ーstop & start シナリオ(金融引締めをやめて、インフレ率が再上昇し、さらなる引締めをやらなければいけなくなった70年代の失策)にならないと思いますか?データを見ずに、決断すべきだと?

・彼らはデータを見るべきだ。何度も言っているように、CPIは過去を表す。住宅価格上昇分をCPIに正しく組入れていれば、去年のCPIは10~12%になっていたはずだ。しかし、住宅関連の専門家は住宅価格高騰は終焉を迎えたと言っている。それが先行指標だ。それは市場が望むもの。先週パウエルはソフトになったように聞こえた。我々(市場)は、金融引締めの終了を公式なインフレ率が2%に戻るまで待って欲しくない。それは災害(disaster)を招く。市場は、既に値上がりはパイプラインに入ってしまっているが、その先を見てくれ、と言っている。FEDは引締めの手を緩めるべきだ。生産性が改善すれば、インフレを抑制する。

株がボトムをつけたかどうかは分からない。さらに売られる可能性はある。しかし、今の所、S&P500企業の半分が決算を終えた時点で、企業決算は悪くない。去年程良くないのは当然。あれは特別だった。ガイダンスが少し低いかも知れないが、今年のS&P500は今年1月と同じ程度だろう。2023年の話ではない。

FEDが金融政策を進める上で、GDP2期連続マイナスと2.7M新規雇用の不整合を説明しなければならない。

去年から積極的な金融引締めを主張してきたシーゲル教授が、引締めの手を緩めるべきだと転換(金融緩和しろと言っているのではない)。

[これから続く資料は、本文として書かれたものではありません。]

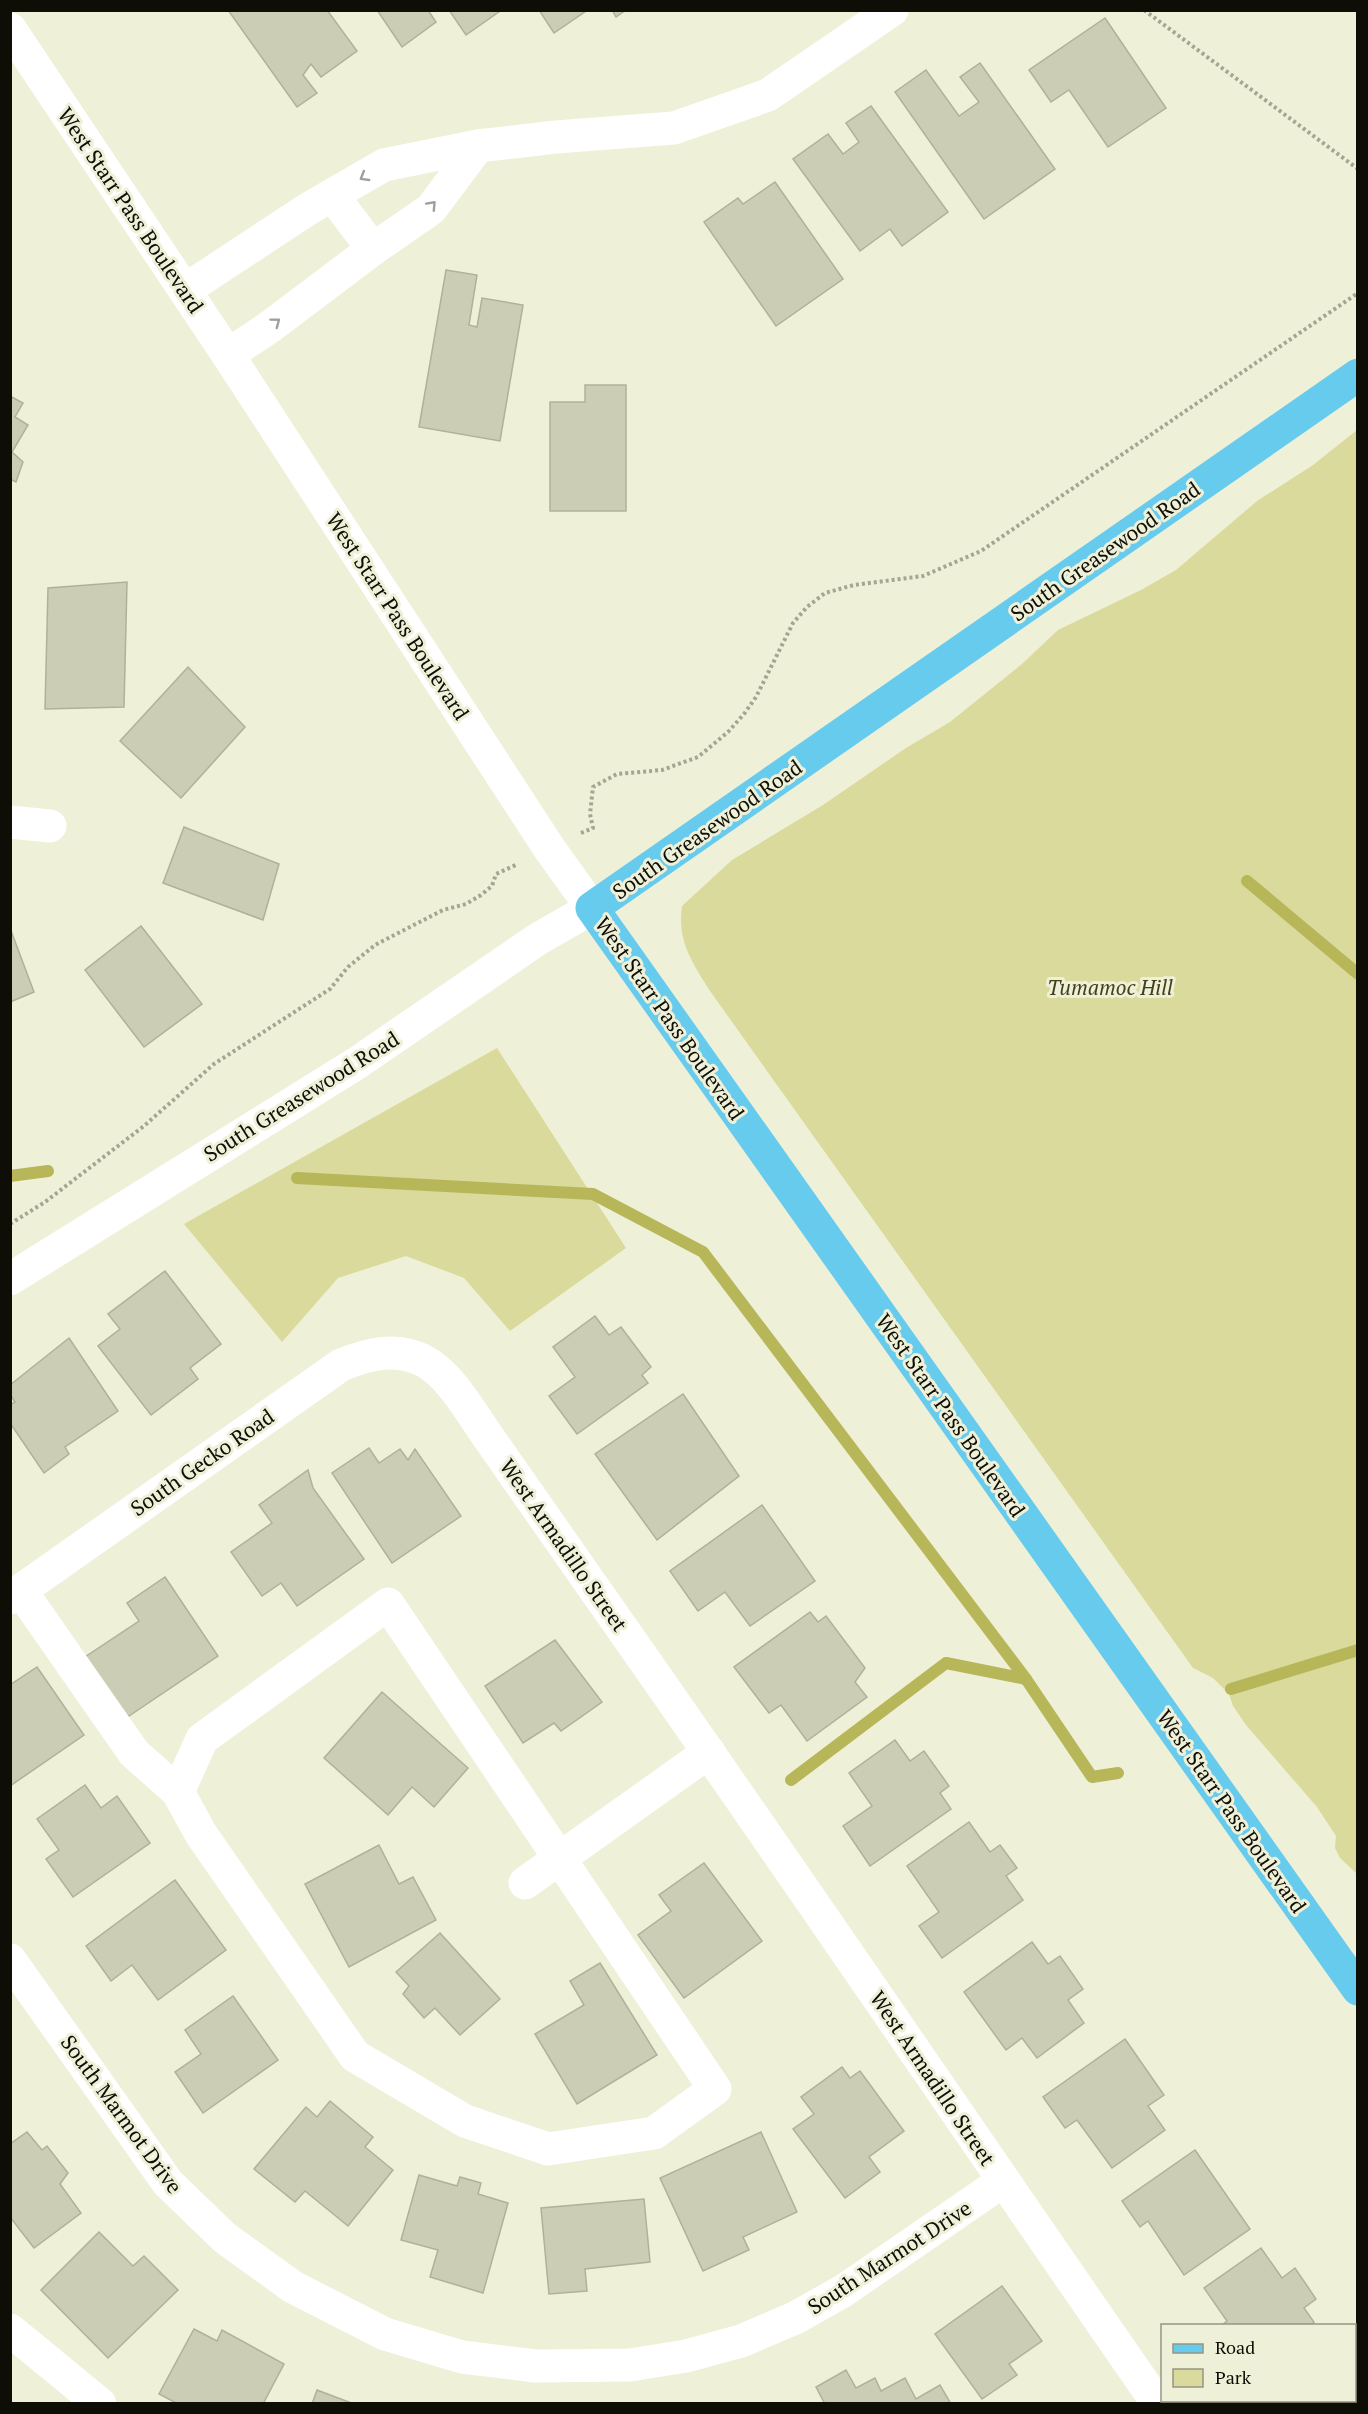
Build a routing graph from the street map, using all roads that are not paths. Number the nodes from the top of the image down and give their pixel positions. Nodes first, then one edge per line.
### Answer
1 (892, 10) edge
2 (10, 29) edge
3 (478, 146) junction
4 (332, 195) junction
5 (373, 249) junction
6 (185, 290) junction
7 (228, 355) junction
8 (1358, 375) edge
9 (10, 822) edge
10 (50, 826) dead end
11 (592, 908) junction
12 (10, 1279) edge
13 (405, 1354) joint
14 (16, 1594) edge
15 (709, 1752) junction
16 (178, 1792) junction
17 (558, 1859) junction
18 (525, 1883) dead end
19 (10, 1960) edge
20 (1358, 1989) edge
21 (1003, 2181) junction
22 (10, 2330) edge
23 (100, 2403) edge
24 (1158, 2403) edge

1 - 3 street
2 - 6 street, West Starr Pass Boulevard
3 -> 4 street
5 -> 3 street
4 - 5 street
4 - 6 street
7 -> 5 street
6 - 7 street, West Starr Pass Boulevard
7 - 11 street, West Starr Pass Boulevard
8 - 11 main road, South Greasewood Road
9 - 10 street
11 - 12 street, South Greasewood Road
11 - 20 main road, West Starr Pass Boulevard
13 - 14 street, South Gecko Road
13 - 15 street, West Armadillo Street
14 - 16 street
15 - 17 street
15 - 21 street, West Armadillo Street
16 - 17 street
16 - 17 street
17 - 18 street
19 - 21 street, South Marmot Drive
21 - 24 street, West Armadillo Street
22 - 23 street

既に起こってしまった値上がりではなく、その先の弱い経済データを見て、パウエルが強硬的からマイルドに転換するのであれば株は上がるが、そうでなければ来年に向けて厳しいリセッションに入り株は下げる、と言っている(と理解しました)。

 

経済サイクル、ビジネスサイクルは年単位の動き。6か月間で2.5%も利上げしたのだから、その影響を見極めるべきだというのは、とてもマトモな考え方。

問題は、中央銀行の人達も普通の人なので、自分のキャリアを考慮に入れたり、政治的圧力に屈してしまうんじゃないか?という点ですネ。